## Records to use

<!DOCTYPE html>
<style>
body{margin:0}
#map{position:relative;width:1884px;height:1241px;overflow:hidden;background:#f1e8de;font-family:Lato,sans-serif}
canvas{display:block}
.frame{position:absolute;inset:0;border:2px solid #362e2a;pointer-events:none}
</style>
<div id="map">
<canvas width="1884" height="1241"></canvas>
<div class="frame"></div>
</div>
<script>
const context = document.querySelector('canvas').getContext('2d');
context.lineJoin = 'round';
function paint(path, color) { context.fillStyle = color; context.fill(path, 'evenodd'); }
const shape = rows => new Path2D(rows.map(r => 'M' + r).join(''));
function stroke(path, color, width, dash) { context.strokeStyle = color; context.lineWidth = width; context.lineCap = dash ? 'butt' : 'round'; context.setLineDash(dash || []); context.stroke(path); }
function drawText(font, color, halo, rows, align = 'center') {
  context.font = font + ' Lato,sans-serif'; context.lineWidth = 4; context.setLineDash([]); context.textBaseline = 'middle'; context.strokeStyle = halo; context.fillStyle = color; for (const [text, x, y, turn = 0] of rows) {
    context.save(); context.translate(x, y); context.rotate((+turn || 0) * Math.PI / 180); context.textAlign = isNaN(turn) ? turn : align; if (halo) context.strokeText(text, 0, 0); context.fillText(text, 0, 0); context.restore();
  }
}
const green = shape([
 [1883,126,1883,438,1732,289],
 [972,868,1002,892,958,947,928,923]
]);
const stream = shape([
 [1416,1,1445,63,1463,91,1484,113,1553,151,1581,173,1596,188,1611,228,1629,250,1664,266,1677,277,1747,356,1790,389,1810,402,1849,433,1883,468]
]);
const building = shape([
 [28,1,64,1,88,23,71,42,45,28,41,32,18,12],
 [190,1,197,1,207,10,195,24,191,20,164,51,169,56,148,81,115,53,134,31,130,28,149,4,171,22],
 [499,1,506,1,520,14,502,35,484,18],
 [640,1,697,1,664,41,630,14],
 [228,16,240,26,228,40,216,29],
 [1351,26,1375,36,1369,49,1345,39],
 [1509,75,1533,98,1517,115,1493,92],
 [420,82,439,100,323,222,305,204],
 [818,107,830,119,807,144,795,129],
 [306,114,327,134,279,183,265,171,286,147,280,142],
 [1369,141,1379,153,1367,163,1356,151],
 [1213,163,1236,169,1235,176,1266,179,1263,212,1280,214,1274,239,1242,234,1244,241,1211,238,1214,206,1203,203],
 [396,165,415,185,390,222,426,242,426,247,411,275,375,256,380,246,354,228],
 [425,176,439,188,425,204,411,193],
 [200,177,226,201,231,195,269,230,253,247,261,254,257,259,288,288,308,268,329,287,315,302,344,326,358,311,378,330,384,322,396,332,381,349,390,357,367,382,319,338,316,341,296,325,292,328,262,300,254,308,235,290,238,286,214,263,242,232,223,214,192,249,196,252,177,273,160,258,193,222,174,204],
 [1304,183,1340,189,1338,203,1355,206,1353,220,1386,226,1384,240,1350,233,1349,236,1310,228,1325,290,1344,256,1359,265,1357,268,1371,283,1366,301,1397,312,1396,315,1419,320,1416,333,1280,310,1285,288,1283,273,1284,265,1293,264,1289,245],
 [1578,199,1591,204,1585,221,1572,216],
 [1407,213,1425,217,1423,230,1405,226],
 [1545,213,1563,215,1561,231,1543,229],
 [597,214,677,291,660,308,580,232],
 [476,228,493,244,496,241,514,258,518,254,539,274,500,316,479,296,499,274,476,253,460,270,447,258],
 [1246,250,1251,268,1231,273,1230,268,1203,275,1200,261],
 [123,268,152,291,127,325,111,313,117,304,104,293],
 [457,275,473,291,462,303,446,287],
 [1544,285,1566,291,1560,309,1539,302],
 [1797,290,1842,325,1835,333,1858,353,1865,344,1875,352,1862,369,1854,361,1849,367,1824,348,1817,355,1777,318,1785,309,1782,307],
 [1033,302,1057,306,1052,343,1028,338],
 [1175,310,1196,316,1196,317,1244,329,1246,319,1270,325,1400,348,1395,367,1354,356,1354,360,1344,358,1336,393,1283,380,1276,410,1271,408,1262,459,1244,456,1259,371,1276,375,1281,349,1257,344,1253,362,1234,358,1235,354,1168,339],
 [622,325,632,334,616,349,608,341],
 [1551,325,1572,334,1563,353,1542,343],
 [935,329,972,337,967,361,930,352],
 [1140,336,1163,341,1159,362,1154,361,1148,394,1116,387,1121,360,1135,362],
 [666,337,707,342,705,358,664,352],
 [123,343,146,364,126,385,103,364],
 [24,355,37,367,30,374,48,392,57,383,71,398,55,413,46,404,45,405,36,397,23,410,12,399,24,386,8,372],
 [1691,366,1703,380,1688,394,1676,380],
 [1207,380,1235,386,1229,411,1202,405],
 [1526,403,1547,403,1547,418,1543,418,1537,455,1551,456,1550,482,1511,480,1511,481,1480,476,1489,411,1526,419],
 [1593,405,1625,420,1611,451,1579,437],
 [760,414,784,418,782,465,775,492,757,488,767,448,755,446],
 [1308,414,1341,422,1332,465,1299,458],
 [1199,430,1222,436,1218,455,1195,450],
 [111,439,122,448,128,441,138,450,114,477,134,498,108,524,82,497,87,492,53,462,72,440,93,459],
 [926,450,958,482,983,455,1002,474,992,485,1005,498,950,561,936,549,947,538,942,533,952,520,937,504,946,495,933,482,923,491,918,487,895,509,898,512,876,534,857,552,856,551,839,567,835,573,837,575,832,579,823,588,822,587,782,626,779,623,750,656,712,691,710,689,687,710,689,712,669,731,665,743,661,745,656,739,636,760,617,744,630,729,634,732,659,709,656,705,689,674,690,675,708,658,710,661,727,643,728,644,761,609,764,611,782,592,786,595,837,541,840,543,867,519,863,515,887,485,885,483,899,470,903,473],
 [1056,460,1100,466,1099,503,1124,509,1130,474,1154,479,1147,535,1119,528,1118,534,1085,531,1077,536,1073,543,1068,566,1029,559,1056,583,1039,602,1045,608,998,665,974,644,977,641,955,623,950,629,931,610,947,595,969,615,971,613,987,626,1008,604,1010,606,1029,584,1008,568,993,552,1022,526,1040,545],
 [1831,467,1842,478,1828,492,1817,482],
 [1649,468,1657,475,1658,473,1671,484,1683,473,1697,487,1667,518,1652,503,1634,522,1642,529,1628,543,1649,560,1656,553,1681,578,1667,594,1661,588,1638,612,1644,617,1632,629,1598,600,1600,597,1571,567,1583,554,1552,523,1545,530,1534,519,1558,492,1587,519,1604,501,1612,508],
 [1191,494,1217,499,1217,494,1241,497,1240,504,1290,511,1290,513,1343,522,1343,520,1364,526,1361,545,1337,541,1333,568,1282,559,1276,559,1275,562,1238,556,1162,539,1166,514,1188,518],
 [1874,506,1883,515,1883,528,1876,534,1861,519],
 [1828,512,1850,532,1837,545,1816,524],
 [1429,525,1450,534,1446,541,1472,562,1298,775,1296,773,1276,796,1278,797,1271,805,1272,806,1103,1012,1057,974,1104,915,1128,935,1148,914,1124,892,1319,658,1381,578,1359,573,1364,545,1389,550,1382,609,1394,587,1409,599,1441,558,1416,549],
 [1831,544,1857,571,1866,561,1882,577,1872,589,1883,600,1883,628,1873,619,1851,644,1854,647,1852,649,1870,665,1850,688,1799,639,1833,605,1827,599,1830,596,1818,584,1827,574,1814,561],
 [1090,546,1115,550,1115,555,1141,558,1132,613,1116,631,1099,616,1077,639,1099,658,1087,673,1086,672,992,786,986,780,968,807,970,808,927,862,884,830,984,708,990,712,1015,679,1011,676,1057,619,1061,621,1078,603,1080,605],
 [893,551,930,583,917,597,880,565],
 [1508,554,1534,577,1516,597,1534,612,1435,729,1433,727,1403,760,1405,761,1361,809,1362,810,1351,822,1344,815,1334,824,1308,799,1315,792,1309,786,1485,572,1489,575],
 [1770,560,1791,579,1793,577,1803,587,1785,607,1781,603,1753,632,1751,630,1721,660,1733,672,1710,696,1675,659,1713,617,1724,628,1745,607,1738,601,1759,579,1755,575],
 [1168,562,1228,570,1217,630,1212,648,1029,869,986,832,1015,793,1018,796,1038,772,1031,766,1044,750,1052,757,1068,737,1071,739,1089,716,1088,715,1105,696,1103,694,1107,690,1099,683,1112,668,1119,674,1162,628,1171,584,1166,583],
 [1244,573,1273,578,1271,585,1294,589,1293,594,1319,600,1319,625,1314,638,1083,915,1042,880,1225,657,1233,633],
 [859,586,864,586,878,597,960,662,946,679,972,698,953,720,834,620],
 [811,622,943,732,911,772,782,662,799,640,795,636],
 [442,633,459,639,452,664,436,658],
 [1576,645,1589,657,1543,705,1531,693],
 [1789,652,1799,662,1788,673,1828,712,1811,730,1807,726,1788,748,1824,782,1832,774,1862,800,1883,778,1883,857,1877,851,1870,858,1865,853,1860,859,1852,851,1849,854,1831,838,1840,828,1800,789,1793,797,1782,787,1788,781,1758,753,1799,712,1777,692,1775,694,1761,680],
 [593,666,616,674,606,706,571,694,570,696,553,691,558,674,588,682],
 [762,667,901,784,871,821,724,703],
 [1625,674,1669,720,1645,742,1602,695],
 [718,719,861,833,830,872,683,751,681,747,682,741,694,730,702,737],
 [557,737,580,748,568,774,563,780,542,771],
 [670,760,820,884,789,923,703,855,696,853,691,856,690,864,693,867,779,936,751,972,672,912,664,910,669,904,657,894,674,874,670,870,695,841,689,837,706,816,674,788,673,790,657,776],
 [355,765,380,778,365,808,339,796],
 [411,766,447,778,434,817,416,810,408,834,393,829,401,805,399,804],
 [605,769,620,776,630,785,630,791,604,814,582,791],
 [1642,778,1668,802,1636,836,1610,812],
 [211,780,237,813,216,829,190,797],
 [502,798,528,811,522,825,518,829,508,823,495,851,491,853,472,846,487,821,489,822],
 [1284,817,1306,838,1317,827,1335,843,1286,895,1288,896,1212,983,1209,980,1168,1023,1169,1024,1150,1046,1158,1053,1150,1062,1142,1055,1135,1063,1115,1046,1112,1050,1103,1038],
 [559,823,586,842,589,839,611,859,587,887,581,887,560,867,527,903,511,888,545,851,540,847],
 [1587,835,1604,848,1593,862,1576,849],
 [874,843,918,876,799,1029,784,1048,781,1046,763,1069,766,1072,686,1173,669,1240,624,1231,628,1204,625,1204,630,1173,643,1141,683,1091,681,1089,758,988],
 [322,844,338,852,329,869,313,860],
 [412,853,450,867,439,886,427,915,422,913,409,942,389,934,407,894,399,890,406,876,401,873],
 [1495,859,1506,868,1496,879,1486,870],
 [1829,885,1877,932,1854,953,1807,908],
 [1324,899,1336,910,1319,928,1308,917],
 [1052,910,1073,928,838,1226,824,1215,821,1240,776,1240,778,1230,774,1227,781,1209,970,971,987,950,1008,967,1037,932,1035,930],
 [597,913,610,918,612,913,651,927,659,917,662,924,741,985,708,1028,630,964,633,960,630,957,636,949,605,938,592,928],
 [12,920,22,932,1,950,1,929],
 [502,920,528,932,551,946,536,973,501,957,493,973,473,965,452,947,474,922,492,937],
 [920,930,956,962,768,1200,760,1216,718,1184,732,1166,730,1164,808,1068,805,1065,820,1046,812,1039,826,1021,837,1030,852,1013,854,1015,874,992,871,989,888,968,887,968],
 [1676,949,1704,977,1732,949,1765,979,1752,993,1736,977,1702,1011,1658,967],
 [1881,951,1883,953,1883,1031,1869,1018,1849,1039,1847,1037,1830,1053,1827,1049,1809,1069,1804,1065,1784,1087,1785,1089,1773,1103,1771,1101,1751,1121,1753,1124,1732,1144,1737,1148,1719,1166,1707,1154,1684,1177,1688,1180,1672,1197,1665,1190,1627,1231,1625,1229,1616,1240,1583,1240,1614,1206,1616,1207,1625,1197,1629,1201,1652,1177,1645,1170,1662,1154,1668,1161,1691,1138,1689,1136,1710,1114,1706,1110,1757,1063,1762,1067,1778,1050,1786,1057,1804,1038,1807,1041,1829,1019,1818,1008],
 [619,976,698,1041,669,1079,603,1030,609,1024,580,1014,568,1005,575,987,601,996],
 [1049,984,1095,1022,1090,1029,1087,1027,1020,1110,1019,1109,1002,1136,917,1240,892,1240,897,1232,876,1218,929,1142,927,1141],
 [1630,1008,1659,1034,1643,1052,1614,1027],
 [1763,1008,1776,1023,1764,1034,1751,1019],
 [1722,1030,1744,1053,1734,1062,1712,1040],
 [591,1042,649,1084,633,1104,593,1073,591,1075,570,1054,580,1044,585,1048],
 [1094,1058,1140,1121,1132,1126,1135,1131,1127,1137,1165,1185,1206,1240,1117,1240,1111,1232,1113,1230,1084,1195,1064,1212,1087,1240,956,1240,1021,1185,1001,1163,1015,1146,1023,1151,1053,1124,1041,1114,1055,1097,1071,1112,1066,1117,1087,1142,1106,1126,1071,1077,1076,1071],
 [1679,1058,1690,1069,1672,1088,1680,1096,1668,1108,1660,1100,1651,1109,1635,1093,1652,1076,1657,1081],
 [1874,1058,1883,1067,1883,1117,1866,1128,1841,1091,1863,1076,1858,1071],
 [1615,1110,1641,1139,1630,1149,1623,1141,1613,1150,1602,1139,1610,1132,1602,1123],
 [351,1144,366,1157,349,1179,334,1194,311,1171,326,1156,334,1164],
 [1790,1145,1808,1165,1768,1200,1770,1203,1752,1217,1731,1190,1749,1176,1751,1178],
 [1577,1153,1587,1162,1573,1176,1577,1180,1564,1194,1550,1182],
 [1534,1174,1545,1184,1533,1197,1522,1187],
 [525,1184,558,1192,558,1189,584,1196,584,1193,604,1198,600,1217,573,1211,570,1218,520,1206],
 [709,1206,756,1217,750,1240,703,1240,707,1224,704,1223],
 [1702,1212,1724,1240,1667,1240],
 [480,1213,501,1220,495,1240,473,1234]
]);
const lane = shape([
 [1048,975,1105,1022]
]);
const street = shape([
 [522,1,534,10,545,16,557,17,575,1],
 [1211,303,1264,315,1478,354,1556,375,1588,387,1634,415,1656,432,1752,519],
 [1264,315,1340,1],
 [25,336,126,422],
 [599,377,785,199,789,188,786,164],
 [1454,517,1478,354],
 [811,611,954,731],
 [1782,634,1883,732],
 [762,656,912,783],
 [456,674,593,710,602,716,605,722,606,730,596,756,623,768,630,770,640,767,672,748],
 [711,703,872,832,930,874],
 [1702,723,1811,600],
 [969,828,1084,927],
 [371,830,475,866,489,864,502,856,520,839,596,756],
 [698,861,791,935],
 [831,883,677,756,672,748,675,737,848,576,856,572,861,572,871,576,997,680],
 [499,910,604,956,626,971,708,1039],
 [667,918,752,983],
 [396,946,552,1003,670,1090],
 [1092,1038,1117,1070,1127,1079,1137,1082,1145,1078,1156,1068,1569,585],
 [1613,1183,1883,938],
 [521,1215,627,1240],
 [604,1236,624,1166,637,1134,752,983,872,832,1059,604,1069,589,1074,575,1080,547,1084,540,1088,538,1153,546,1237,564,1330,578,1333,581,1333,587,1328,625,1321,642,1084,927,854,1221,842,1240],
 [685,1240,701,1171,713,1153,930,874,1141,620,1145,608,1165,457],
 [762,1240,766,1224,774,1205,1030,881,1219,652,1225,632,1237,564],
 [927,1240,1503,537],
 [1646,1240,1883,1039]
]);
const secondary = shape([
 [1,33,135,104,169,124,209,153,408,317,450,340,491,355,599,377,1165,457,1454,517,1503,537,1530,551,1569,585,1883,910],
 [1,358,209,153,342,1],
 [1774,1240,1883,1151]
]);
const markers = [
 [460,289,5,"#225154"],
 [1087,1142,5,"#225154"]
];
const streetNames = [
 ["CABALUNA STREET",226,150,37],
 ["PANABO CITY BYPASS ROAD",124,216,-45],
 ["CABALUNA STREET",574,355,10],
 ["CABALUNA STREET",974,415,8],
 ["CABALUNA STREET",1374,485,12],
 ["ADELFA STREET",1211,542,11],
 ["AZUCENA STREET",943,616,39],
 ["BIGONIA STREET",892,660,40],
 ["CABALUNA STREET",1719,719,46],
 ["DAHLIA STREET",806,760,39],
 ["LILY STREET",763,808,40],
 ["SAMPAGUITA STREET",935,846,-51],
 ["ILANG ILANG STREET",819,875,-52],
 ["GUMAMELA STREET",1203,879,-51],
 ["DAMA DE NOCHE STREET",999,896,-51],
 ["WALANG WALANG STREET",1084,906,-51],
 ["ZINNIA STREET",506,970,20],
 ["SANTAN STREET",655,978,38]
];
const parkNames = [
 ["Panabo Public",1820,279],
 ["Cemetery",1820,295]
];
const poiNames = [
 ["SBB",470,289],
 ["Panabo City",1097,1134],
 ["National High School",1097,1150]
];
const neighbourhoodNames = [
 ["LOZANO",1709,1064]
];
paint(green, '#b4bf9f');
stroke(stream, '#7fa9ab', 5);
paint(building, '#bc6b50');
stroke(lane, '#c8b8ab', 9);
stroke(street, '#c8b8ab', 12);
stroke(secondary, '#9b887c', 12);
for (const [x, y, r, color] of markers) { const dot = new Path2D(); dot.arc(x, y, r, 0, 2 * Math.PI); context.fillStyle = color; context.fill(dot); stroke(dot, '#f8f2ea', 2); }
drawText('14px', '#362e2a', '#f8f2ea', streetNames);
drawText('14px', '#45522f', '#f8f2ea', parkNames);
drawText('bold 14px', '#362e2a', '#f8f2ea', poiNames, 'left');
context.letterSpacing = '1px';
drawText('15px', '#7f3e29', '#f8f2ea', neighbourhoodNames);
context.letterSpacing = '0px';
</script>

## Assignment
Transcribe, please, every line from the first line of the listing above through the line with "const shape = rows". Keep both ends and nothing else.

## Solved exercise
<!DOCTYPE html>
<style>
body{margin:0}
#map{position:relative;width:1884px;height:1241px;overflow:hidden;background:#f1e8de;font-family:Lato,sans-serif}
canvas{display:block}
.frame{position:absolute;inset:0;border:2px solid #362e2a;pointer-events:none}
</style>
<div id="map">
<canvas width="1884" height="1241"></canvas>
<div class="frame"></div>
</div>
<script>
const context = document.querySelector('canvas').getContext('2d');
context.lineJoin = 'round';
function paint(path, color) { context.fillStyle = color; context.fill(path, 'evenodd'); }
const shape = rows => new Path2D(rows.map(r => 'M' + r).join(''));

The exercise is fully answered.